Payments (five-year fixed at 2.09%): $2,113/month

 

Balance after five years: $414,608 Payments over five years: $126,802

 

Using the First-Time Home Buyer Incentive (5%) – Existing Property/Resale Home

 

Purchase price: $500,000 Down payment (5%): $25,000 First-time Home Buyer Incentive (5%): $25,000 Mortgage loan insurance premium (3.1%): $13,950 Total mortgage: $463,950

 

Payments (five-year-fixed at 2.09%): $1,985/month

 

Balance after five years: $389,387 Payments over five years: $119,089

 

Note: The government shares in five per cent of the value of your property.

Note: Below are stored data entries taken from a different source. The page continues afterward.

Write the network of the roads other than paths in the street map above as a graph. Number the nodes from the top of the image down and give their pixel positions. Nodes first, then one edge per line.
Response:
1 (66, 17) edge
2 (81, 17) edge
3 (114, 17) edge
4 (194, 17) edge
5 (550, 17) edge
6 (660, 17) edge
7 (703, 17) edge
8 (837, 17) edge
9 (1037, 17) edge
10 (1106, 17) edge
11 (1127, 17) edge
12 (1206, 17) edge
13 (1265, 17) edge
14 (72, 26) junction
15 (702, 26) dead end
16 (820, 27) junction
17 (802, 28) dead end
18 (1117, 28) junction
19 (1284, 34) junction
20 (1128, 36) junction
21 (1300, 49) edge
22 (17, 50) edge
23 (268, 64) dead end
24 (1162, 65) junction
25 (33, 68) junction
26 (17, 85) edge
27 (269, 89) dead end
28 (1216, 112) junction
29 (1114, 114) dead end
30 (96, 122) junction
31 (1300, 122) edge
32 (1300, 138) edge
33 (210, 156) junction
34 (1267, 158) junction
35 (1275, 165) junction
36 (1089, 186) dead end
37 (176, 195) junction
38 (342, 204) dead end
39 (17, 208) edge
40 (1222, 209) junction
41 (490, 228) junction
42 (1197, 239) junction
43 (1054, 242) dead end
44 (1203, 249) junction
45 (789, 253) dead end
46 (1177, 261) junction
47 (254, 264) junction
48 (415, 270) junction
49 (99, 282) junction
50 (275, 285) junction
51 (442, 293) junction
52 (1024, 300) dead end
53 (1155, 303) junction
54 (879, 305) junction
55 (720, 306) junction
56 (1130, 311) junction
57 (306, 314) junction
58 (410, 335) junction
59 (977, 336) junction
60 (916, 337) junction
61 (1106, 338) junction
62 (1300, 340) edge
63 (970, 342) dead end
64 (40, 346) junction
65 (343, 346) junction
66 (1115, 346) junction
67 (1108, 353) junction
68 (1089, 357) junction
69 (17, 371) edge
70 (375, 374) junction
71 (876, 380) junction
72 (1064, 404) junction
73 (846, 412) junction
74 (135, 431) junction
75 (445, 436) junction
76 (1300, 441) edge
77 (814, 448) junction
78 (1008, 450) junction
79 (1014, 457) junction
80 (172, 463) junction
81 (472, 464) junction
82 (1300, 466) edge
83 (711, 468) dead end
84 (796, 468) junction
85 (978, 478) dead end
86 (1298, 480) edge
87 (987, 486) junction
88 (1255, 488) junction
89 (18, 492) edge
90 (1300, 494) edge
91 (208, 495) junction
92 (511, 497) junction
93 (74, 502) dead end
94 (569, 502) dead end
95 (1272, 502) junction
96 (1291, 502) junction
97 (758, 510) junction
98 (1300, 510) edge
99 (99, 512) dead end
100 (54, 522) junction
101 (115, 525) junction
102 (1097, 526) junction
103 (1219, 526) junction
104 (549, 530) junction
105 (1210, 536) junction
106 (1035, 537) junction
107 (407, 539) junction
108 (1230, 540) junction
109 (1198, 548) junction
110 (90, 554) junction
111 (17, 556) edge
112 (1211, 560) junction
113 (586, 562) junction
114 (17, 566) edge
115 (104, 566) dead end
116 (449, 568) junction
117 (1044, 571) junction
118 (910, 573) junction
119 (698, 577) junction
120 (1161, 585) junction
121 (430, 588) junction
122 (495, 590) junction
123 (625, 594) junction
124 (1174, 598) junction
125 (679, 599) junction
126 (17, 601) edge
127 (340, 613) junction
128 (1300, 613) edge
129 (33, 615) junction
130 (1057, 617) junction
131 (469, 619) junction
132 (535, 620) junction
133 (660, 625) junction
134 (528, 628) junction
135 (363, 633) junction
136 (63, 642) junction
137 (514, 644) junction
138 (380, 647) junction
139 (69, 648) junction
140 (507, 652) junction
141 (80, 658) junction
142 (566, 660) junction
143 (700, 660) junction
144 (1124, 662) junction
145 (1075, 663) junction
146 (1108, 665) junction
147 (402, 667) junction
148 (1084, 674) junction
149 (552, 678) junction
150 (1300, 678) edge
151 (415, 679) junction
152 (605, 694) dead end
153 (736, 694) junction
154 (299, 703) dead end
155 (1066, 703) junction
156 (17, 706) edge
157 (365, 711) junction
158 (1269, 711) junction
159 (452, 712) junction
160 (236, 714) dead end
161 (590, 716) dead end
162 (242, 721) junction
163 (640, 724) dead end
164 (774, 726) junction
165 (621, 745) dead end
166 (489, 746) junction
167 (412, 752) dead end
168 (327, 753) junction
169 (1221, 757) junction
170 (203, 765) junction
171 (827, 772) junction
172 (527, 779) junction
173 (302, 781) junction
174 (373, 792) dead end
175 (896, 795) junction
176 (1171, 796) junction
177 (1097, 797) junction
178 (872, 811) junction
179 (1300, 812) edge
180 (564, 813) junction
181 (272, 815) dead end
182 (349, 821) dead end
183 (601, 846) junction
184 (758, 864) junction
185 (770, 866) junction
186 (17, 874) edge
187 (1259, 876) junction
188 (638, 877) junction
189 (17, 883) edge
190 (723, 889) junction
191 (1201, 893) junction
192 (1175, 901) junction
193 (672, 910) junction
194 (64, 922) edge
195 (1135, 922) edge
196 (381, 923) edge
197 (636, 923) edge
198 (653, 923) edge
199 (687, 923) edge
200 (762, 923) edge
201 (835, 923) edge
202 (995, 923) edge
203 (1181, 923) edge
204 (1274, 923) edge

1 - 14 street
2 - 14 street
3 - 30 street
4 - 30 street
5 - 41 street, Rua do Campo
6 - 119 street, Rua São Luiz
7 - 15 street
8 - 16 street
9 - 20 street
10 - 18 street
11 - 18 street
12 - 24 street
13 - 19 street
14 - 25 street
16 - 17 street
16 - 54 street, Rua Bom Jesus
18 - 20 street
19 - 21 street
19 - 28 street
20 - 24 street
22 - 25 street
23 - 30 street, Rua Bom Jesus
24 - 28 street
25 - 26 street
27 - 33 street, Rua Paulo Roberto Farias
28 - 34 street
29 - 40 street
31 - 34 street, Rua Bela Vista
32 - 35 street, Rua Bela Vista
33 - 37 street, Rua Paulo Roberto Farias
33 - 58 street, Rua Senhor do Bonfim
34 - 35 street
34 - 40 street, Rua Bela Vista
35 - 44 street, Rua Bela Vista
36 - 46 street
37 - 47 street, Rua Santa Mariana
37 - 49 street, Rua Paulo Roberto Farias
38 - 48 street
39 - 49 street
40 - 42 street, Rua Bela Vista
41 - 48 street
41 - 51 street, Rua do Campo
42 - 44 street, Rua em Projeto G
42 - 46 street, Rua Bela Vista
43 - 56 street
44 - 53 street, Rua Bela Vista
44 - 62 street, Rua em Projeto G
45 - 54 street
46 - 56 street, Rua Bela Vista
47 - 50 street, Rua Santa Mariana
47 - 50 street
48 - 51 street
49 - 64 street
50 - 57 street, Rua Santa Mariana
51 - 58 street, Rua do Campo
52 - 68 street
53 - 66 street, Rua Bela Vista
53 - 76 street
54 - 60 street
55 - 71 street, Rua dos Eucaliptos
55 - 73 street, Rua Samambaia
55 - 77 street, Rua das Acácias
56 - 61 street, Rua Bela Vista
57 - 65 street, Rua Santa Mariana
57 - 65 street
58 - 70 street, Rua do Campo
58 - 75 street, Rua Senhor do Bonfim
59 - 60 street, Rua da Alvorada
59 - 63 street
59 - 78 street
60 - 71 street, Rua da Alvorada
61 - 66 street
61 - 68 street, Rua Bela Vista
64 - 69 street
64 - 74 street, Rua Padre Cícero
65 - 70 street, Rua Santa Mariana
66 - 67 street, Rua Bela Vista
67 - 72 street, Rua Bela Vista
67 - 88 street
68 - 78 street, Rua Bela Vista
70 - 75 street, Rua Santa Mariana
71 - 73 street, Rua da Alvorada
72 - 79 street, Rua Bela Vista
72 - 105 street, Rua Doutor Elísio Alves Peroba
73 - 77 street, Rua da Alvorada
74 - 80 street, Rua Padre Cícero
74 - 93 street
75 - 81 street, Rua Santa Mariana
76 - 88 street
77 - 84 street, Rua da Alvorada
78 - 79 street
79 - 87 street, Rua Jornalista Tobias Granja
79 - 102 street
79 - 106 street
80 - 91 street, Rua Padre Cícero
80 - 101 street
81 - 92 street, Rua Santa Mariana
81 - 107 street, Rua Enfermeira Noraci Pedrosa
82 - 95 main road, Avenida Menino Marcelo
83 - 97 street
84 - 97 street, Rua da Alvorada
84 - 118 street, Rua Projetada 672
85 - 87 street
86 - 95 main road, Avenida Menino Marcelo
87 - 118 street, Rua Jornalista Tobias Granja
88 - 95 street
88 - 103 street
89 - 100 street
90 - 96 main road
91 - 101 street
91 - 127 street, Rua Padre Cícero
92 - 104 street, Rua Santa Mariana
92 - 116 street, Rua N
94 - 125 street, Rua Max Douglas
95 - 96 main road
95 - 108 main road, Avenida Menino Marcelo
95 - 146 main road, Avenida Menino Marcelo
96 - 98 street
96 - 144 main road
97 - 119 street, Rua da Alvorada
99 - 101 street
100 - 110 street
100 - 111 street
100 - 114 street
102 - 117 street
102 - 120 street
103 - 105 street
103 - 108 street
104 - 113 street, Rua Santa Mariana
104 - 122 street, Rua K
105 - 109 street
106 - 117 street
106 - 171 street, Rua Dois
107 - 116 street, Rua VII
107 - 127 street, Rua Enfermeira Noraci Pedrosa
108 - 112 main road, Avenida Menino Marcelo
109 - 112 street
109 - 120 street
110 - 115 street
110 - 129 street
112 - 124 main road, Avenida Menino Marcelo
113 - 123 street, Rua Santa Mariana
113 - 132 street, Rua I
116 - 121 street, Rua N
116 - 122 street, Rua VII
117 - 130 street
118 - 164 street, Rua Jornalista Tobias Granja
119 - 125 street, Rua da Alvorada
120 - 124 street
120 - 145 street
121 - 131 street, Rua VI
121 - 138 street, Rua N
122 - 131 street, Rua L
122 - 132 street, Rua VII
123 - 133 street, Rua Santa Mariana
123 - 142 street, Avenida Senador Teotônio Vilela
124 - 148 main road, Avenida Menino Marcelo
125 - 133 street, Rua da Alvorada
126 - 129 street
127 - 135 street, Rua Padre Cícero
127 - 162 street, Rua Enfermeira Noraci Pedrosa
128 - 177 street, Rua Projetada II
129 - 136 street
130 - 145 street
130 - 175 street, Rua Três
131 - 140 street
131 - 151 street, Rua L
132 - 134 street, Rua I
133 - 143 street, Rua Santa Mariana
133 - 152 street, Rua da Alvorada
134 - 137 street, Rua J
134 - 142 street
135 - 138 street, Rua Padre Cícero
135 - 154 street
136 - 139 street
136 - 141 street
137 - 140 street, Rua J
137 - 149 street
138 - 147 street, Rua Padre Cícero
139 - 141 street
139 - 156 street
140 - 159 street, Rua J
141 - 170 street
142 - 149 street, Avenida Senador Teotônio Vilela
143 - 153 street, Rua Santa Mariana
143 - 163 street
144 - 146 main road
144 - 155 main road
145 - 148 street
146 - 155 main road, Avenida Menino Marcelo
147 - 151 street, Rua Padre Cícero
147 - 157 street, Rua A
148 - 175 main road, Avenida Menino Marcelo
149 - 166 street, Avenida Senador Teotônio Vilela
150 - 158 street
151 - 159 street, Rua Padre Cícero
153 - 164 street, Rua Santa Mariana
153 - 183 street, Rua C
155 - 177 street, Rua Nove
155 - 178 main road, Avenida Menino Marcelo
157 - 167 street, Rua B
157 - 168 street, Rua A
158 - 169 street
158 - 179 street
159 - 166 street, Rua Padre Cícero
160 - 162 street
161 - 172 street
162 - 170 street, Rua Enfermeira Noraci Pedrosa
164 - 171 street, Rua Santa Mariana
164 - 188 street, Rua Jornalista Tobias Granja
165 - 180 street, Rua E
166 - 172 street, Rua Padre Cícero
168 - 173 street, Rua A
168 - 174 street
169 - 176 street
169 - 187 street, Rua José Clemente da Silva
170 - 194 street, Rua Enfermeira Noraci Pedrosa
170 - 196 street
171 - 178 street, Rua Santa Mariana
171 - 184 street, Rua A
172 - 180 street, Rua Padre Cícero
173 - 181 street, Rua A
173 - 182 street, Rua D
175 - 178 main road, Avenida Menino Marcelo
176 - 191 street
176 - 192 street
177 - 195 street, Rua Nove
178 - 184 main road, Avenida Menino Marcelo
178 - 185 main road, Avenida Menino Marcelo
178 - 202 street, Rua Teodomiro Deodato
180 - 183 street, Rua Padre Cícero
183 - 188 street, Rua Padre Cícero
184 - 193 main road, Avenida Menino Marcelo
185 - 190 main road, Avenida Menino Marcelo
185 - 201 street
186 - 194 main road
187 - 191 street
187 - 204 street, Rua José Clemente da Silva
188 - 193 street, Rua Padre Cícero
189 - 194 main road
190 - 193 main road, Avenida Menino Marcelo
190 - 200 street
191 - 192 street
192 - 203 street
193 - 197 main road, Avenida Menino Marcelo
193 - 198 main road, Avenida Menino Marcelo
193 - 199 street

This is paid either in 25 years, when you sell the property or if you decide to refinance.

 

Using the First-Time Home Buyer Incentive (10%) – New Construction

 

Purchase price: $500,000 Down payment (5%): $25,000 First-Time Home Buyer Incentive (10%): $50,000 Mortgage loan Insurance premium (2.8%): $11.900 Total mortgage: $436,900

 

Payments (five-year fixed at 2.09%): $1,869/month

 

Balance after five years: $366,685 Payments over five years: $112,145

 

Note: The government shares in 10 per cent of the value of your property. This is paid either in 25 years, when you sell the property or if you decide to refinance.

 

In short, paying $128 or $244 less a month on your mortgage, depending on whether you choose the five or 10 per cent incentive, means having $7,700 or $14,600 more in your pocket over the next five years while still coming out ahead on your mortgage balance.

 

Not convinced yet? Imhoff is happy to go through the pros and cons with clients, and discuss payback scenarios. “If a property goes up in value and the government gets five to 10 per cent of that, you still have 90 to 95 per cent,” he says. “I can look at the numbers to show people. I’m sure anyone who takes advantage of the program isn’t going to be kicking themselves if their property goes up significantly and they have to pay back the government.”

 

Expanded Program Now Live!

 

First-time home buyers purchasing a home in the Toronto, Vancouver, or Victoria Census Metropolitan Areas are now eligible for a qualifying annual income of $150,000 versus $120,000 previously, and an increased total borrowing amount of 4.5 times their qualifying income, up from four times previously.